This study was conducted to determine potentially differential effects between an
angiotensin II type 1 (AT(1)) receptor antagonist and an
ACE inhibitor on systemic, renal, and glomerular hemodynamics and pathological changes in spontaneously hypertensive rats (SHR) with
N(omega)-nitro-L>-arginine methyl ester (
L-NAME)-exacerbated
nephrosclerosis.

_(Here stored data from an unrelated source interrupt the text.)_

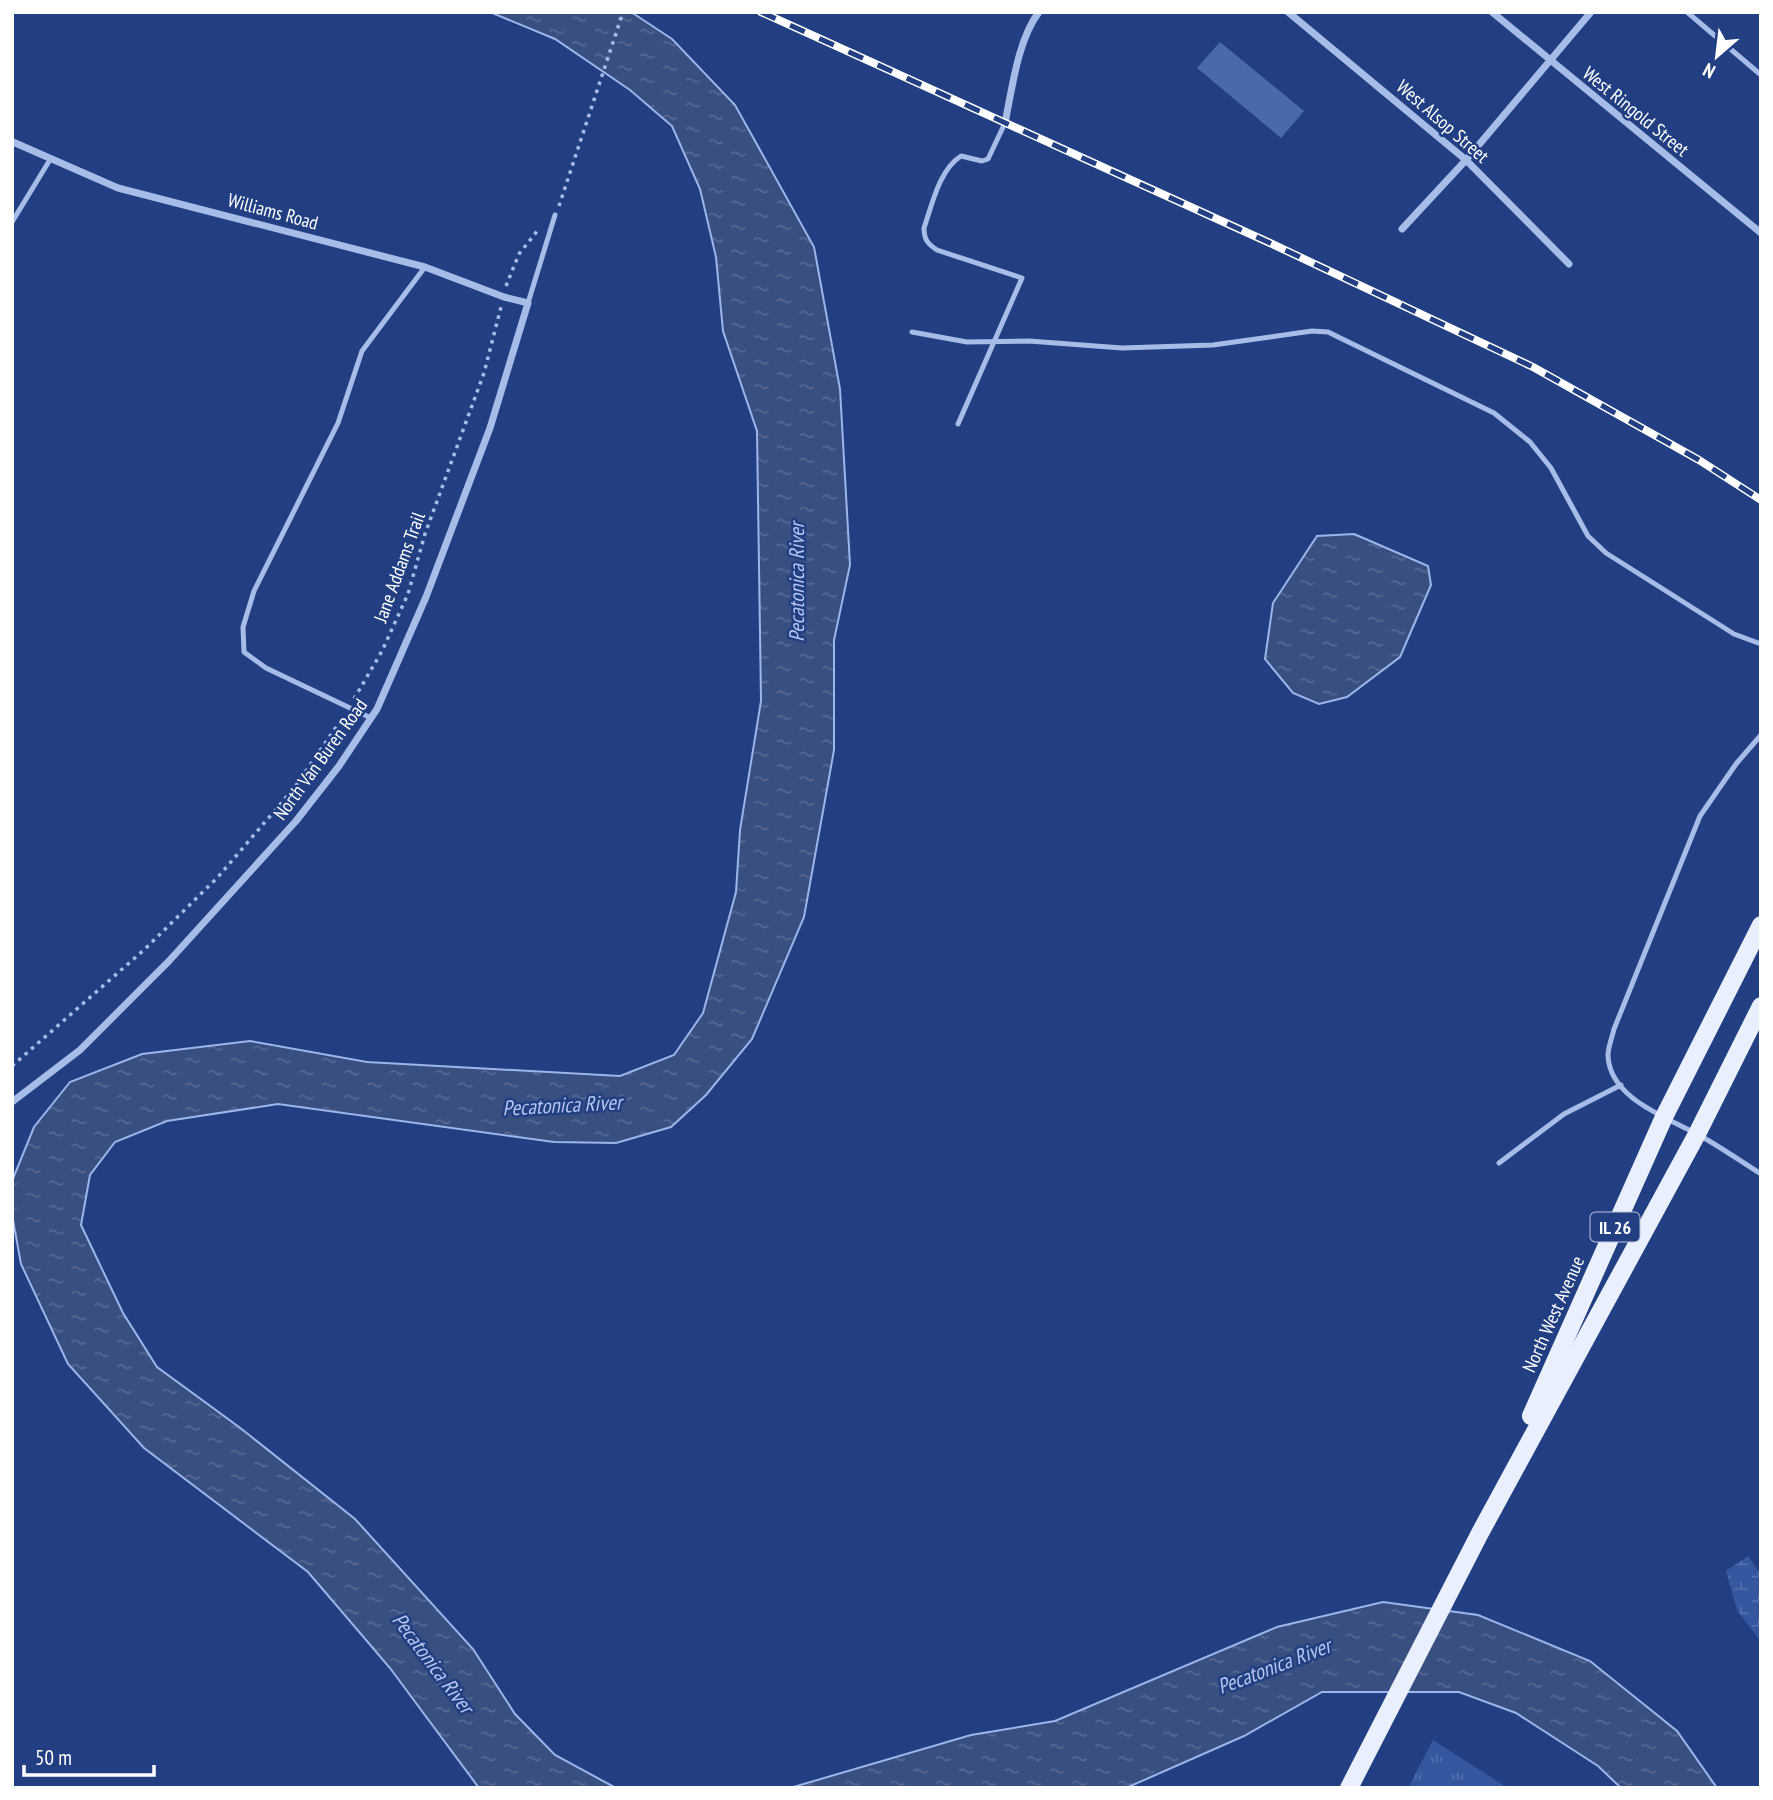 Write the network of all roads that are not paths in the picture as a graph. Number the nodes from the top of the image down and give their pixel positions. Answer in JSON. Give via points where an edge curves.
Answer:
{"nodes":[{"id":1,"x":1039,"y":12,"type":"edge"},
{"id":2,"x":1288,"y":12,"type":"edge"},
{"id":3,"x":1492,"y":12,"type":"edge"},
{"id":4,"x":1591,"y":12,"type":"edge"},
{"id":5,"x":1687,"y":12,"type":"edge"},
{"id":6,"x":1551,"y":61,"type":"junction"},
{"id":7,"x":1761,"y":75,"type":"edge"},
{"id":8,"x":1004,"y":123,"type":"joint"},
{"id":9,"x":13,"y":142,"type":"edge"},
{"id":10,"x":51,"y":158,"type":"junction"},
{"id":11,"x":1466,"y":160,"type":"junction"},
{"id":12,"x":555,"y":215,"type":"road end"},
{"id":13,"x":12,"y":222,"type":"edge"},
{"id":14,"x":1402,"y":229,"type":"dead end"},
{"id":15,"x":1761,"y":233,"type":"edge"},
{"id":16,"x":1569,"y":264,"type":"dead end"},
{"id":17,"x":425,"y":267,"type":"junction"},
{"id":18,"x":528,"y":303,"type":"junction"},
{"id":19,"x":912,"y":332,"type":"dead end"},
{"id":20,"x":994,"y":342,"type":"junction"},
{"id":21,"x":958,"y":424,"type":"dead end"},
{"id":22,"x":1761,"y":644,"type":"edge"},
{"id":23,"x":371,"y":718,"type":"junction"},
{"id":24,"x":1761,"y":735,"type":"edge"},
{"id":25,"x":1761,"y":925,"type":"edge"},
{"id":26,"x":1761,"y":1006,"type":"edge"},
{"id":27,"x":1621,"y":1085,"type":"junction"},
{"id":28,"x":12,"y":1102,"type":"edge"},
{"id":29,"x":1664,"y":1117,"type":"junction"},
{"id":30,"x":1697,"y":1134,"type":"junction"},
{"id":31,"x":1499,"y":1163,"type":"dead end"},
{"id":32,"x":1761,"y":1174,"type":"edge"},
{"id":33,"x":1480,"y":1533,"type":"junction"},
{"id":34,"x":1349,"y":1788,"type":"edge"}],
"edges":[{"from":1,"to":8,"type":"street","via":[[1024,44]]},
{"from":2,"to":11,"type":"street","name":"West Alsop Street"},
{"from":3,"to":6,"type":"street","name":"West Ringold Street"},
{"from":4,"to":6,"type":"street"},
{"from":5,"to":7,"type":"lane"},
{"from":6,"to":11,"type":"street"},
{"from":6,"to":15,"type":"street","name":"West Ringold Street"},
{"from":8,"to":20,"type":"lane","via":[[988,159],[961,156],[954,160],[923,228],[928,244],[937,250],[1022,278]]},
{"from":9,"to":10,"type":"street","name":"Williams Road"},
{"from":10,"to":13,"type":"lane"},
{"from":10,"to":17,"type":"street","name":"Williams Road","via":[[118,188]]},
{"from":11,"to":14,"type":"street"},
{"from":11,"to":16,"type":"street","name":"West Alsop Street"},
{"from":12,"to":18,"type":"lane"},
{"from":17,"to":18,"type":"street","name":"Williams Road"},
{"from":17,"to":23,"type":"lane","via":[[362,351],[338,423],[254,591],[243,627],[244,652],[266,668]]},
{"from":18,"to":23,"type":"street","name":"North Van Buren Road","via":[[490,428],[426,597]]},
{"from":19,"to":20,"type":"lane"},
{"from":20,"to":21,"type":"lane"},
{"from":20,"to":22,"type":"lane","via":[[1122,348],[1213,345],[1328,332],[1494,413],[1530,442],[1551,468],[1583,528],[1606,553],[1734,634]]},
{"from":23,"to":28,"type":"street","name":"North Van Buren Road","via":[[296,821],[169,961],[80,1050]]},
{"from":24,"to":27,"type":"lane","via":[[1700,816],[1619,1017],[1608,1059]]},
{"from":25,"to":29,"type":"main road","name":"North West Avenue","number":"IL 26"},
{"from":26,"to":30,"type":"main road","name":"North West Avenue","number":"IL 26"},
{"from":27,"to":29,"type":"lane","via":[[1633,1100]]},
{"from":27,"to":31,"type":"lane","via":[[1564,1114]]},
{"from":29,"to":30,"type":"lane"},
{"from":29,"to":33,"type":"main road","name":"North West Avenue","number":"IL 26"},
{"from":30,"to":32,"type":"lane"},
{"from":30,"to":33,"type":"main road","name":"North West Avenue","number":"IL 26"},
{"from":33,"to":34,"type":"main road","name":"North West Avenue","number":"IL 26"}]}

The hemodynamic, renal
micropuncture, and pathological studies were performed in 9 groups of 17-week-old male SHR treated as follows: group 1, controls (n=16); group 2,
candesartan (10 mg/kg per day for 3 weeks) (n=7); group 3,
enalapril (30 mg/kg per day for 3 weeks) (n=8); group 4,
candesartan (5 mg/kg per day) plus
enalapril (15 mg/kg per day for 3 weeks) (n=9); group 5,
L-NAME (50 mg/L in
drinking water for 3 weeks) (n=17); group 6,
L-NAME (50 mg/L) plus
candesartan (10 mg/kg per day for 3 weeks) (n=7); group 7,
L-NAME (50 mg/L) for 3 weeks followed by
candesartan (10 mg/kg per day) for another 3 weeks (n=8); group 8,
L-NAME (50 mg/L) plus
enalapril (30 mg/kg per day for 3 weeks) (n=7); and group 9,
L-NAME (50 mg/L) plus
enalapril (30 mg/kg per day) and the
bradykinin antagonist icatibant (500 microg/kg SC per day via osmotic minipump for 3 weeks) (n=7). Both
candesartan and
enalapril similarly reduced mean arterial pressure and total peripheral resistance index. These changes were associated with significant decreases in afferent and efferent glomerular arteriolar resistances as well as glomerular capillary pressure. Histopathologically, the glomerular and arterial injury scores were decreased significantly, and left ventricular and aortic masses also were diminished significantly in all treated groups.
L-NAME-induced urinary
protein excretion was prevented by both
candesartan and
enalapril. Thus, both AT(1) receptor and ACE inhibition prevented and reversed the pathophysiological alterations of
L-NAME-exacerbated
nephrosclerosis in SHR. Itatibant only blunted the
antihypertensive effects of
enalapril but did not attenuate the beneficial effects of ACE inhibition on the
L-NAME-induced
nephrosclerosis. Thus, the AT(1) receptor antagonism and ACE inhibition have similar renal preventive effects, which most likely were achieved through reduction in the effects of
angiotensin II, and ACE inhibition of
bradykinin degradation demonstrated little evidence of renoprotection.